[Data shown — start]
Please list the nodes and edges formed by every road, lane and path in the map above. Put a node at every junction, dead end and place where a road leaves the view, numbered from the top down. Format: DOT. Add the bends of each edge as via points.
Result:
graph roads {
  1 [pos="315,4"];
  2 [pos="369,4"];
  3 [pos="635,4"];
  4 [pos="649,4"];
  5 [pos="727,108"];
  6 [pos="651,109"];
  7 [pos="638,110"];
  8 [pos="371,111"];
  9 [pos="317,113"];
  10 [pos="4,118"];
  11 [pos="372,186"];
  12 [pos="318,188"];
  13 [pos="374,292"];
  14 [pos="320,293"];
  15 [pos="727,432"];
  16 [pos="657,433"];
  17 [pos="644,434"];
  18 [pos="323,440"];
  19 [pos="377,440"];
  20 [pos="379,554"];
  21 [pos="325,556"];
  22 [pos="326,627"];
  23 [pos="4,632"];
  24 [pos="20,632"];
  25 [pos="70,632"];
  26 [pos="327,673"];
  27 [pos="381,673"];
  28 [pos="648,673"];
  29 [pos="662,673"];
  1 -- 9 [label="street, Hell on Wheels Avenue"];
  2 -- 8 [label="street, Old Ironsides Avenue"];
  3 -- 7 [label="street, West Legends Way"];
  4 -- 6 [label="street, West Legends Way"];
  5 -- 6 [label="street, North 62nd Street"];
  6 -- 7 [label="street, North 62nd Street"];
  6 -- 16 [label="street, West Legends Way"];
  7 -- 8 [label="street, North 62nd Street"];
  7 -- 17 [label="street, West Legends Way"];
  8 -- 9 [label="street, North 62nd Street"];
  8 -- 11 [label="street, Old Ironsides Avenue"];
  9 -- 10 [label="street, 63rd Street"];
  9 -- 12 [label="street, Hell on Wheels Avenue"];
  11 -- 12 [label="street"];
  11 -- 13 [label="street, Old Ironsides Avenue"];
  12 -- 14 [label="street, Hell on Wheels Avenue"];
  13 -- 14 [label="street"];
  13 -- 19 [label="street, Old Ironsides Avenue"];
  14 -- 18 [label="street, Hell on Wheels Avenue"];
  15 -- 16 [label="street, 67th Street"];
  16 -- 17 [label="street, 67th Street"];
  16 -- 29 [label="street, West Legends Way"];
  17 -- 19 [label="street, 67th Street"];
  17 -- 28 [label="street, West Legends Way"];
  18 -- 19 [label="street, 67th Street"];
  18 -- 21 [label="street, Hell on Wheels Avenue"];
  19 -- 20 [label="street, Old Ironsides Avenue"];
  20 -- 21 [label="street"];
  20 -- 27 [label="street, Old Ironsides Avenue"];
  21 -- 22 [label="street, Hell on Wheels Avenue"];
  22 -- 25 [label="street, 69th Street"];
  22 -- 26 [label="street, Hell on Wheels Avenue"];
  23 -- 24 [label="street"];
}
[Data shown — finish]
[Data shown — start]
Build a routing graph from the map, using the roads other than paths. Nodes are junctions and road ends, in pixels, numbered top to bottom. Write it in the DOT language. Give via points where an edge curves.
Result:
[Data shown — finish]
Find the string "edge" in the entries above and return each line that holds it.

Please list the nodes and edges formed by every road, lane and path in the map above. Put a node at every junction, dead end and place where a road leaves the view, numbered from the top down. Format: DOT. Add the bends of each edge as via points.
Build a routing graph from the map, using the roads other than paths. Nodes are junctions and road ends, in pixels, numbered top to bottom. Write it in the DOT language. Give via points where an edge curves.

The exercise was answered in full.